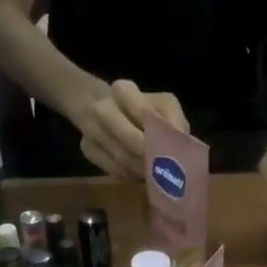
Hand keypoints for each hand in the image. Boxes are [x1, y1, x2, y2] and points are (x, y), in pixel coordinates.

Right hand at [73, 79, 187, 179]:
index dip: (161, 134)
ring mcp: (90, 128)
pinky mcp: (86, 148)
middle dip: (151, 157)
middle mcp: (102, 107)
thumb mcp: (163, 105)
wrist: (101, 105)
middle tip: (166, 170)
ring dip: (141, 170)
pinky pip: (112, 168)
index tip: (173, 148)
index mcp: (123, 90)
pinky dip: (129, 175)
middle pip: (132, 141)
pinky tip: (139, 175)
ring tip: (156, 176)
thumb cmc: (141, 107)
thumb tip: (180, 143)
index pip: (144, 113)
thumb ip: (175, 120)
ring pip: (122, 158)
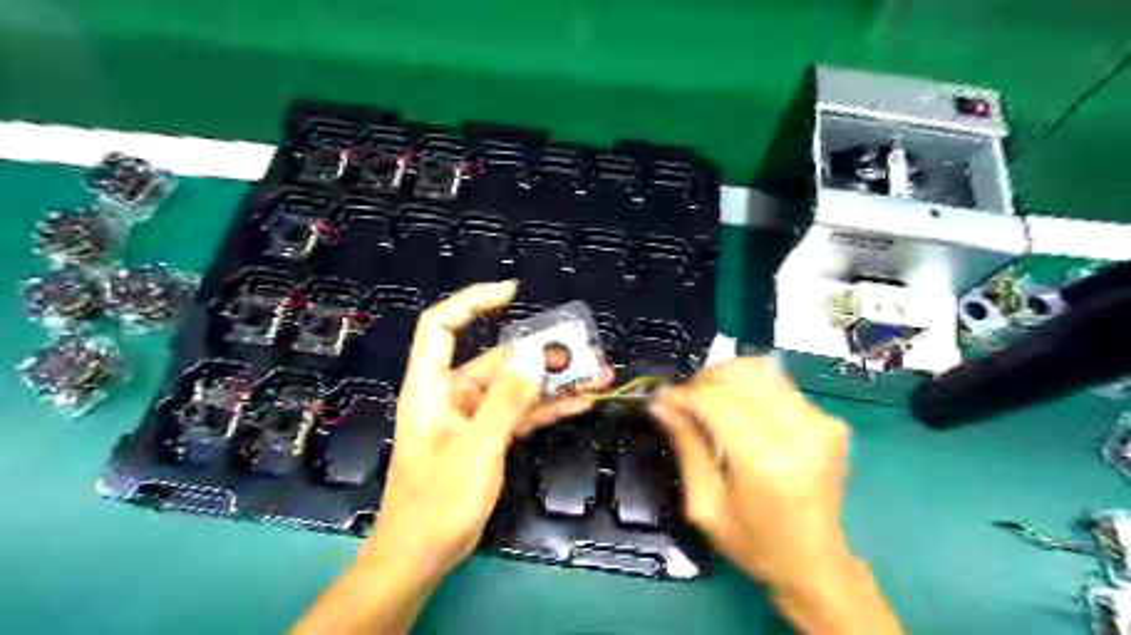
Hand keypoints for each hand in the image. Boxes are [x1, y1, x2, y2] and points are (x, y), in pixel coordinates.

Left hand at [361, 281, 610, 580]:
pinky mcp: (489, 438)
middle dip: (537, 352)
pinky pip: (521, 413)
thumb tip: (533, 353)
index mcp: (431, 387)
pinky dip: (548, 408)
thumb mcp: (477, 446)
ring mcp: (473, 417)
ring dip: (551, 381)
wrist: (423, 556)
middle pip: (494, 359)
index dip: (472, 302)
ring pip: (515, 388)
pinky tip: (581, 402)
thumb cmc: (438, 500)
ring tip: (594, 373)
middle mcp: (452, 395)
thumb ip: (506, 399)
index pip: (441, 326)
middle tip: (579, 346)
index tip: (512, 293)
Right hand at [645, 357, 847, 589]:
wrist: (816, 564)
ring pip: (758, 371)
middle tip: (682, 401)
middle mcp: (799, 432)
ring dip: (724, 379)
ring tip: (706, 401)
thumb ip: (685, 445)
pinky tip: (737, 409)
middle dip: (701, 381)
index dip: (682, 393)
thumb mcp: (705, 503)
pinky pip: (779, 384)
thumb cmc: (753, 543)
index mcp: (765, 461)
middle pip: (738, 377)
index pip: (714, 400)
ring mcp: (820, 422)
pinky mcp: (829, 421)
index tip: (660, 399)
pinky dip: (749, 387)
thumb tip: (659, 403)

**EXERCISE DESCRIPTION**
Beginning with the line that contains "pinky pip: (112, 168)", write out every line through the last one in the records, exactly and without pictures.

**SOLUTION TO THE EXERCISE**
pinky pip: (112, 168)
index tip: (173, 148)
index mcp: (123, 90)
pinky dip: (129, 175)
middle pip: (132, 141)
pinky tip: (139, 175)
ring tip: (156, 176)
thumb cmc: (141, 107)
thumb tip: (180, 143)
index pip: (144, 113)
thumb ip: (175, 120)
ring pip: (122, 158)
Hand keypoints for each hand in the image. Boxes are [x1, y1, x2, y2] and points are (x, y), in pixel coordinates.

Left hand at [361, 281, 610, 580]:
pinky mcp: (489, 438)
middle dip: (537, 352)
pinky pip: (521, 413)
thumb tip: (533, 353)
index mcp: (431, 387)
pinky dip: (548, 408)
thumb mcp: (477, 446)
ring mcp: (473, 417)
ring dip: (551, 381)
wrist: (423, 556)
middle pip: (494, 359)
index dip: (472, 302)
ring pip: (515, 388)
pinky tip: (581, 402)
thumb cmc: (438, 500)
ring tip: (594, 373)
middle mcp: (452, 395)
thumb ip: (506, 399)
index pip: (441, 326)
middle tip: (579, 346)
index tip: (512, 293)
Right hand at [645, 357, 847, 589]:
wrist: (816, 564)
ring pip: (758, 371)
middle tip: (682, 401)
middle mcp: (799, 432)
ring dip: (724, 379)
ring tip: (706, 401)
thumb ip: (685, 445)
pinky tip: (737, 409)
middle dip: (701, 381)
index dip: (682, 393)
thumb mcp: (705, 503)
pinky pip: (779, 384)
thumb cmc: (753, 543)
index mcp: (765, 461)
middle pip: (738, 377)
index pip: (714, 400)
ring mcp: (820, 422)
pinky mcp: (829, 421)
index tip: (660, 399)
pinky dip: (749, 387)
thumb tip: (659, 403)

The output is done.